Virginia Tech GenoSIGHT Software Improves Research
Wednesday, December 17, 2014
Synthetic biologists at the Virginia Bioinformatics Institute are at Virginia Tech pioneering new ways to overcome old problems in imaging cells.
Using new software called GenoSIGHT, scientists were able to design a "smart" microscope capable of collecting time-lapse images of cells that would otherwise have been difficult to capture.
"GenoSIGHT has been one of the most useful software programs we've developed," said Jean Peccoud, a professor at the institute. "We now routinely perform in a day experiments that used to take the best part of a week. One of GenoSIGHT's most popular features is that it sends the operator a text message when an experiment is failing because the cells have died, for instance. This makes it possible to quickly reload the system instead of wasting a day collecting useless data."
It is important to measure precisely how cells function and change the expression of certain genes over time when they are exposed to a drug. GenoSIGHT allows operators to program a microscope to change imaging conditions based on the activity of the cells themselves, researchers say.
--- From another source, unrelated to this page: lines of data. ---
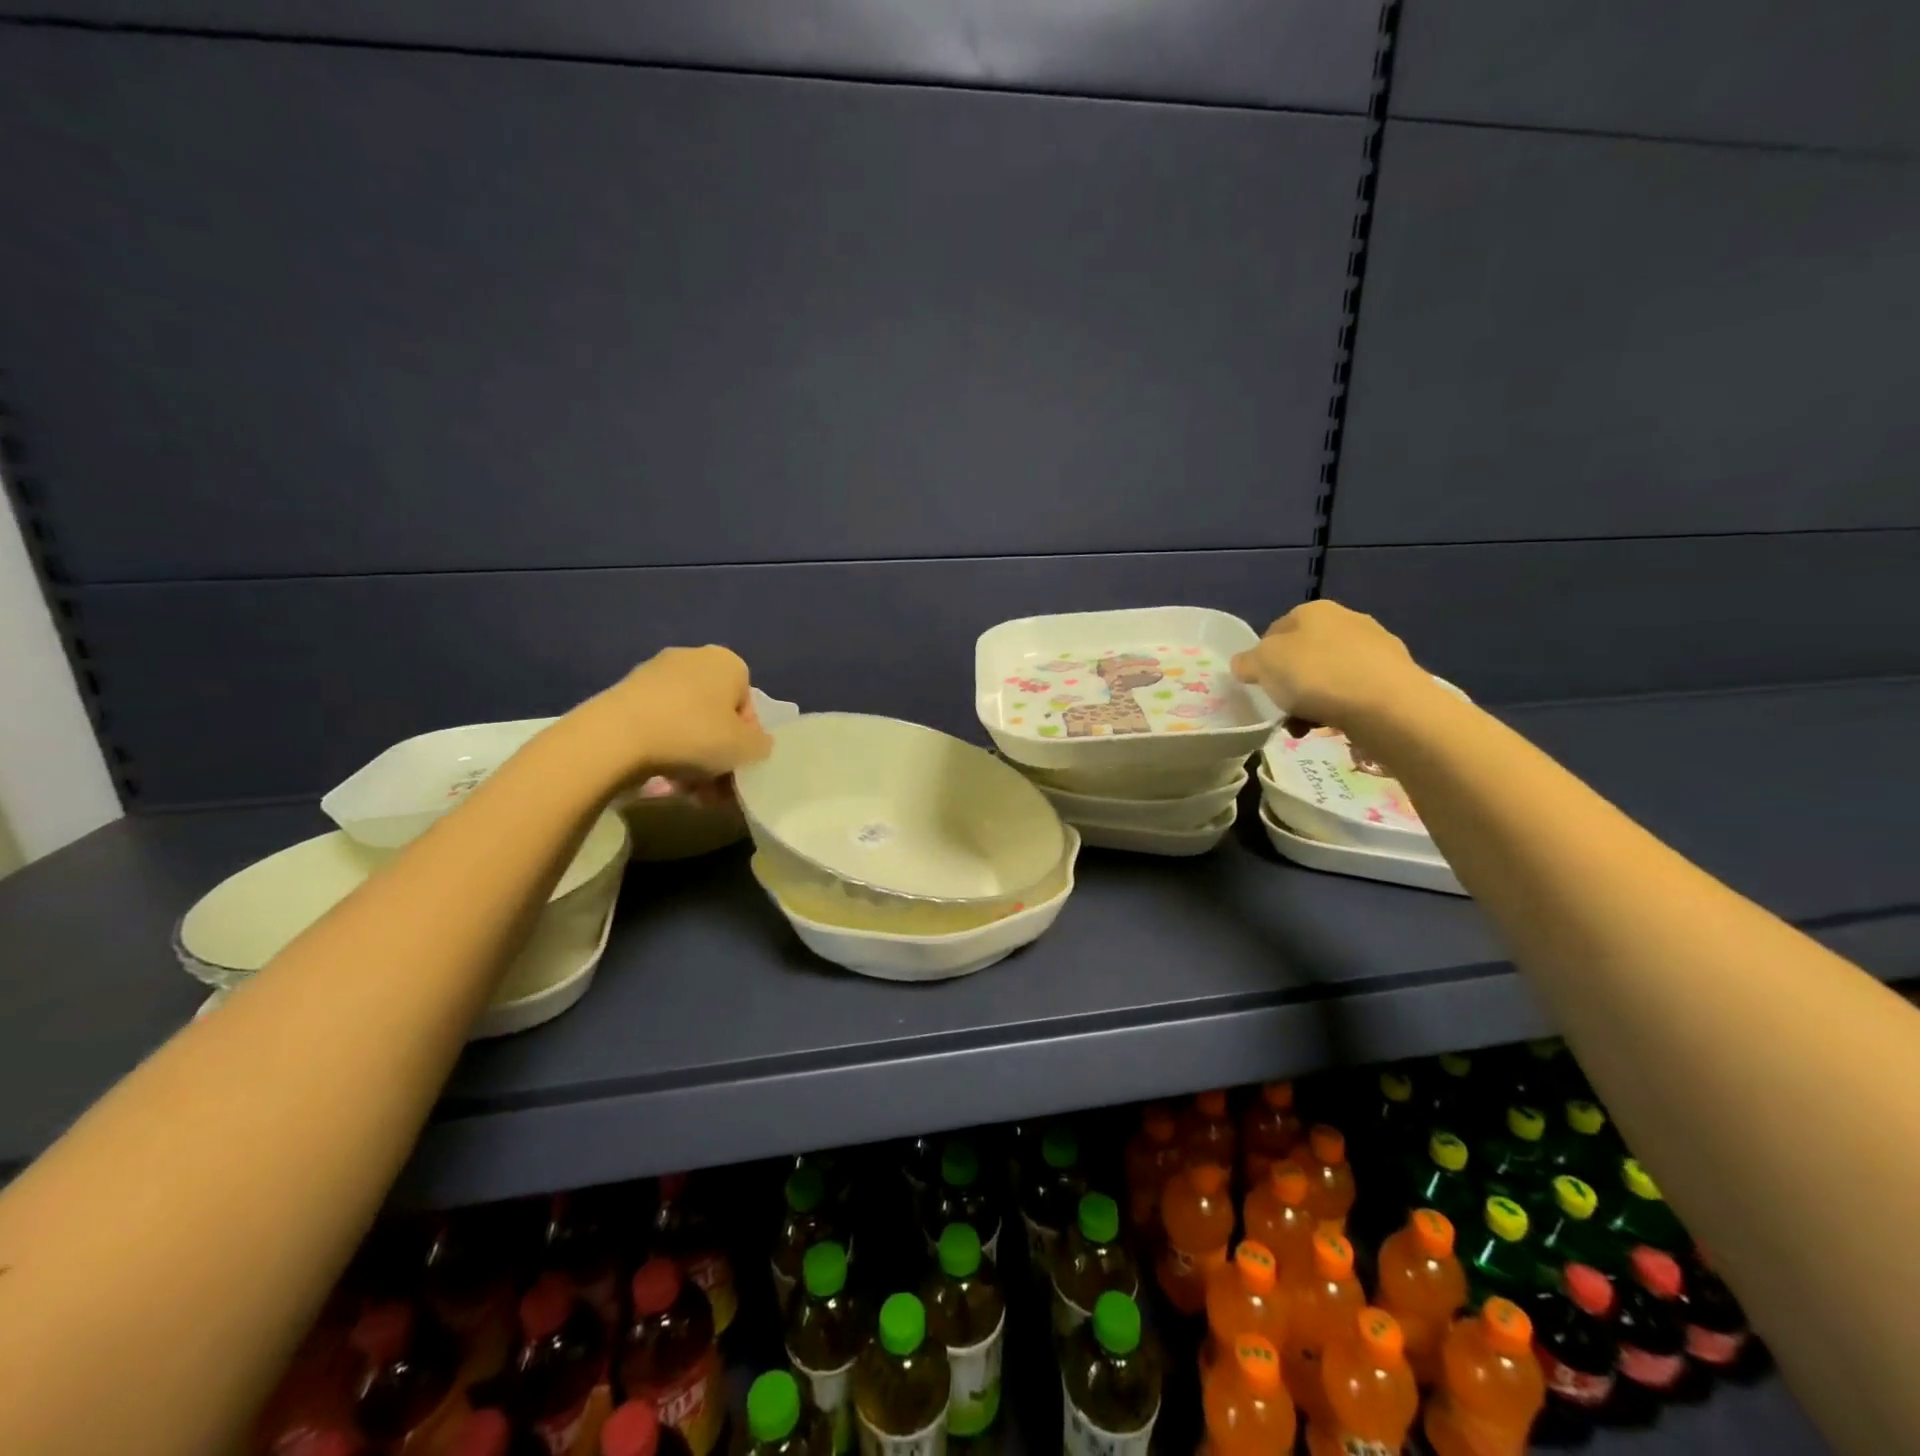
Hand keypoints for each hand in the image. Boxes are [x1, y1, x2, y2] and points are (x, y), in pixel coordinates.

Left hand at [573, 645, 773, 788]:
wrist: (617, 737)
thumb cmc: (695, 735)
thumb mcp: (746, 748)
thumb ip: (761, 746)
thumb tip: (757, 743)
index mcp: (727, 662)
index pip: (748, 706)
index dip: (746, 741)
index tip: (736, 767)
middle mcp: (693, 658)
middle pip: (716, 715)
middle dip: (717, 754)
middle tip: (713, 788)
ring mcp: (655, 673)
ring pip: (687, 723)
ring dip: (693, 758)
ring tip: (687, 791)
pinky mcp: (625, 692)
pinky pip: (659, 724)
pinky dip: (665, 748)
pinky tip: (662, 778)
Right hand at [1231, 600, 1430, 733]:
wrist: (1388, 705)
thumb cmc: (1316, 675)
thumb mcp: (1263, 665)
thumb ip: (1247, 662)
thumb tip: (1244, 663)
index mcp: (1313, 610)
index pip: (1274, 631)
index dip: (1261, 659)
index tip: (1259, 686)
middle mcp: (1347, 620)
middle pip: (1304, 655)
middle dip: (1290, 683)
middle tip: (1281, 709)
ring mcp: (1376, 647)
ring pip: (1329, 675)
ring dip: (1313, 700)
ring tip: (1307, 727)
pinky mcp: (1396, 676)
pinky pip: (1355, 692)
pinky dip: (1341, 707)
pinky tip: (1335, 726)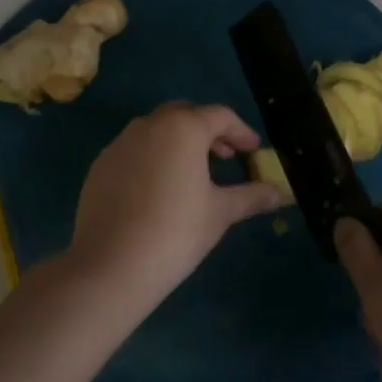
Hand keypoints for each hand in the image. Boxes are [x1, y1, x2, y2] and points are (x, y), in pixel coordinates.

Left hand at [67, 103, 286, 308]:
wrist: (109, 266)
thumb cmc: (175, 232)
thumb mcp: (220, 213)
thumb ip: (251, 196)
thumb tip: (281, 193)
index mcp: (183, 128)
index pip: (220, 116)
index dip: (241, 132)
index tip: (253, 151)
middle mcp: (149, 125)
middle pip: (186, 115)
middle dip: (208, 131)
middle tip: (225, 157)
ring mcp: (120, 144)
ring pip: (157, 130)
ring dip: (179, 142)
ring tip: (193, 172)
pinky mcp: (100, 166)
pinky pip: (134, 150)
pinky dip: (153, 158)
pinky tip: (159, 189)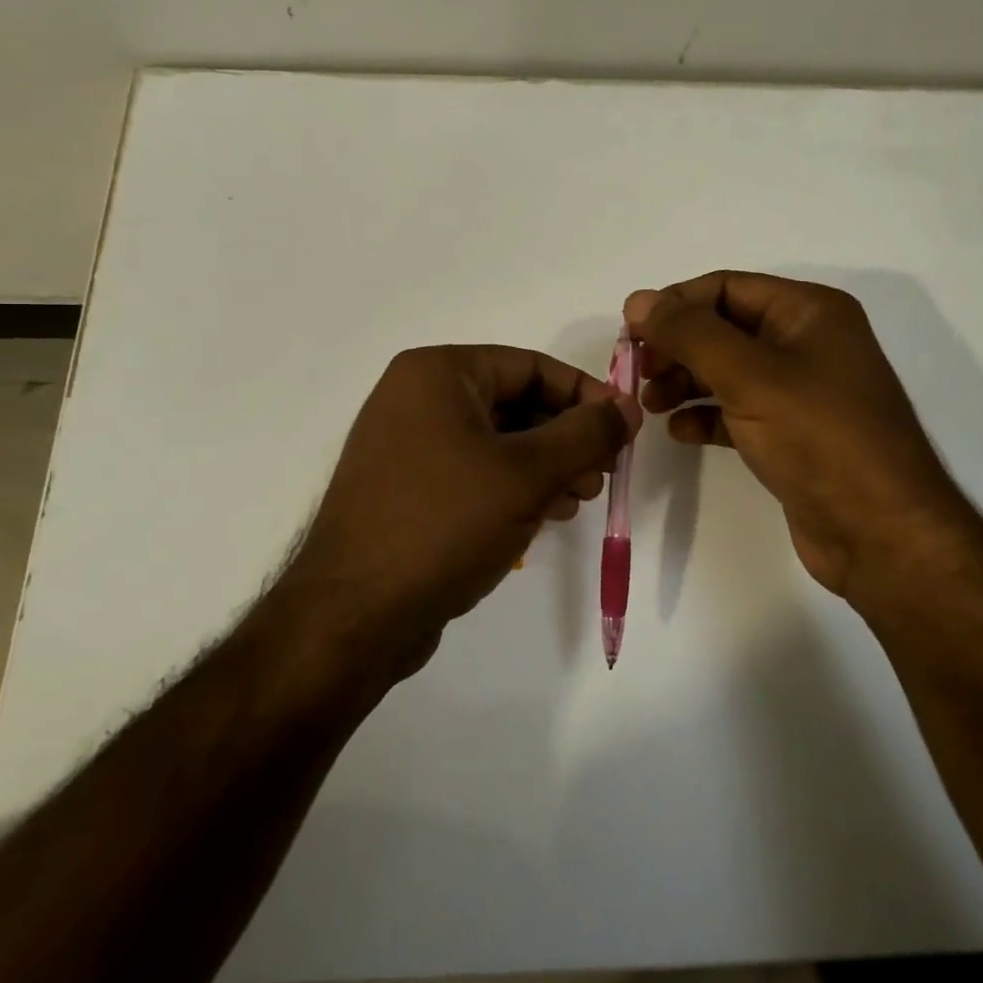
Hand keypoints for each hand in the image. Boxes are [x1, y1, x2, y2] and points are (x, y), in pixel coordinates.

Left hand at [285, 345, 640, 676]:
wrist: (354, 616)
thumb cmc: (444, 523)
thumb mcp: (527, 474)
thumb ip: (586, 433)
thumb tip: (627, 405)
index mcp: (437, 374)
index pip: (530, 366)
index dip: (584, 395)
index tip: (623, 429)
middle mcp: (416, 398)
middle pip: (515, 402)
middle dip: (566, 437)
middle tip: (603, 473)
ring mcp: (407, 445)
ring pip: (498, 441)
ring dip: (546, 466)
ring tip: (580, 499)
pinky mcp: (408, 489)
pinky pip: (474, 472)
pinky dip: (514, 487)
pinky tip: (546, 516)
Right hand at [624, 271, 969, 602]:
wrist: (880, 534)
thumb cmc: (819, 438)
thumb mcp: (749, 376)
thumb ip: (689, 334)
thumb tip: (638, 299)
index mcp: (809, 312)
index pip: (726, 287)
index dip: (675, 304)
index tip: (630, 333)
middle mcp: (807, 342)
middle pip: (724, 328)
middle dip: (677, 346)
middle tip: (638, 372)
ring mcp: (801, 390)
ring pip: (727, 370)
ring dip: (685, 381)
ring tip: (650, 403)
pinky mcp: (792, 434)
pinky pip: (738, 410)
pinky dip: (706, 415)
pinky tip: (679, 431)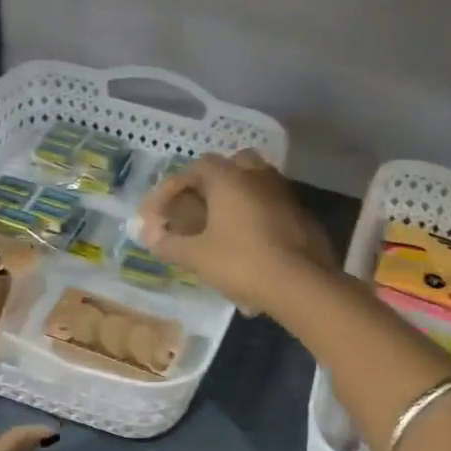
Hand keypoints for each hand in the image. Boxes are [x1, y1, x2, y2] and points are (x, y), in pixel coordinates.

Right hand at [135, 150, 334, 316]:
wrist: (301, 284)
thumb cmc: (242, 263)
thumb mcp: (197, 257)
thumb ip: (169, 244)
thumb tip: (149, 237)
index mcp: (229, 178)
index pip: (192, 170)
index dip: (168, 191)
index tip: (155, 216)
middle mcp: (257, 175)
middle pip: (228, 166)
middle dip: (207, 184)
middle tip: (192, 208)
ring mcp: (283, 192)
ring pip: (253, 182)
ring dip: (233, 197)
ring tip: (218, 224)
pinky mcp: (300, 214)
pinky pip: (269, 204)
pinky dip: (253, 214)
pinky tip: (246, 241)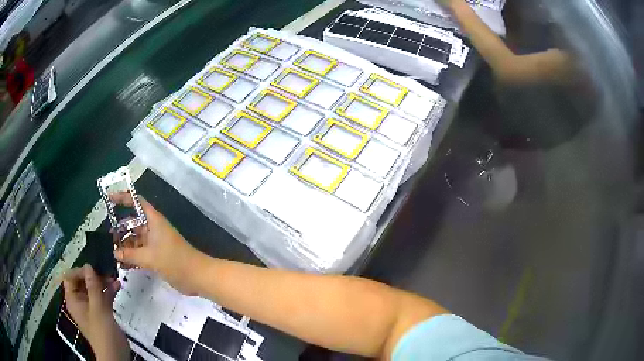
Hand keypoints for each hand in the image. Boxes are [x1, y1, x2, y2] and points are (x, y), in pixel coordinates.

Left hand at [63, 265, 128, 360]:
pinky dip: (108, 291)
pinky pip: (102, 297)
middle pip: (82, 282)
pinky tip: (117, 286)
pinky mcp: (101, 313)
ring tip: (114, 277)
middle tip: (106, 271)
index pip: (70, 277)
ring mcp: (91, 308)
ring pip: (94, 289)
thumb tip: (88, 265)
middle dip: (94, 276)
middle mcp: (80, 301)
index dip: (80, 271)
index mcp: (74, 300)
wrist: (116, 356)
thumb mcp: (98, 309)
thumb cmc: (103, 333)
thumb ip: (93, 287)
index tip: (93, 270)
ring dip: (103, 282)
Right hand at [110, 193, 202, 294]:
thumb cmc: (174, 261)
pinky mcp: (158, 256)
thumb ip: (130, 254)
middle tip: (107, 238)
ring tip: (112, 253)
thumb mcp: (149, 257)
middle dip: (120, 229)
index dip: (123, 198)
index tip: (109, 199)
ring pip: (136, 240)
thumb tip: (114, 252)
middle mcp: (153, 229)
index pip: (137, 202)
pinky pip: (141, 253)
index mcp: (154, 220)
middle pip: (133, 223)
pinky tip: (122, 265)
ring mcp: (155, 243)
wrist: (197, 277)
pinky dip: (132, 257)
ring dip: (125, 245)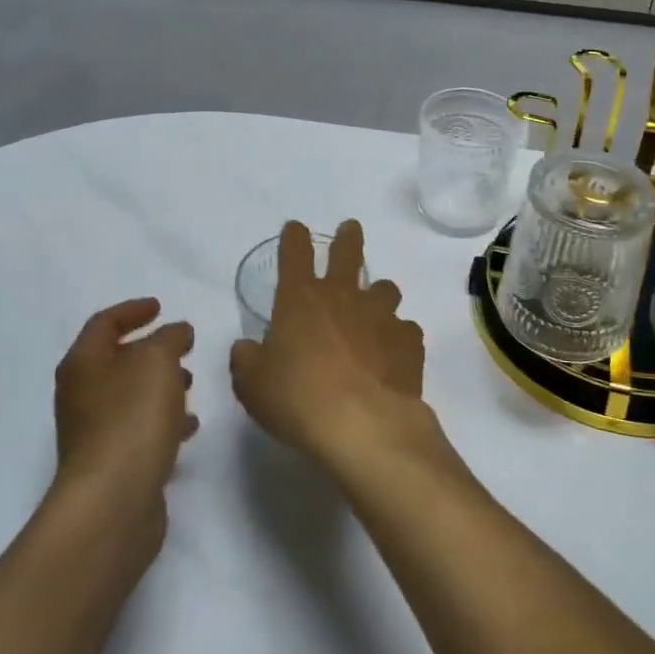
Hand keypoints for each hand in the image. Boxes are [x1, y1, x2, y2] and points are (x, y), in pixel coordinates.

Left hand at [52, 299, 196, 545]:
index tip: (160, 307)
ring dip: (160, 385)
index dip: (133, 310)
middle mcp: (82, 395)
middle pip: (116, 360)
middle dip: (151, 351)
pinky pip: (139, 429)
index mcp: (84, 364)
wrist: (113, 502)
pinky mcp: (112, 463)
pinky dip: (163, 419)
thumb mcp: (158, 361)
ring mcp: (94, 432)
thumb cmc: (132, 418)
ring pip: (131, 396)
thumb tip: (176, 332)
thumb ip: (170, 338)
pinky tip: (189, 426)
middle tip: (182, 346)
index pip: (105, 323)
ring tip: (191, 383)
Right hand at [229, 220, 432, 474]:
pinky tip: (393, 353)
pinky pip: (405, 329)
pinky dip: (398, 337)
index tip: (296, 228)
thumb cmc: (298, 400)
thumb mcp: (253, 386)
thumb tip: (246, 349)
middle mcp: (342, 297)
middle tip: (350, 229)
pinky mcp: (408, 341)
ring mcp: (380, 316)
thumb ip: (247, 362)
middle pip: (348, 253)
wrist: (363, 425)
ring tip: (375, 306)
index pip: (295, 254)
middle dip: (348, 238)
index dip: (294, 238)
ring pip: (385, 288)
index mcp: (300, 300)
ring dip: (378, 293)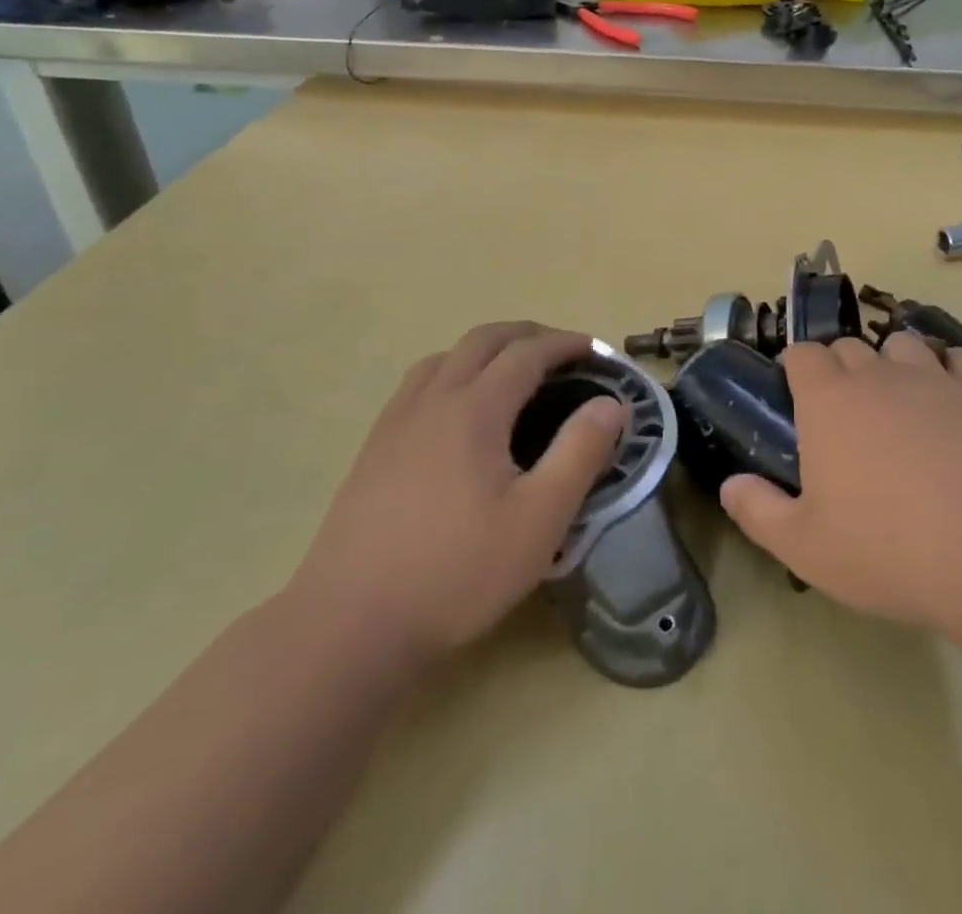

"GenoSIGHT analyzes images in real time, right after they were captured," said David Ball, lead developer of GenoSIGHT. “Information extracted from images can be used to automatically select the best fields of view, change the time between two image captures, or switch growth medium."
"Such advances in model-driven data acquisition will help scientists understand a variety of cellular functions, as well as how and when certain functions may go wrong, sparking diseases like cancer," said John Tyson, a university distinguished professor of biological sciences. "It has proved instrumental in our systems biology project to understand the network controlling cell division. It will also be useful in synthetic biology to characterize the function of BioBricks and other biological parts."
The development of GenoSIGHT was supported by Awards 0850100 and 0963988 from the National Science Foundation and by grants R01-GM078989 and R01GM095955 from the National Institutes of Health.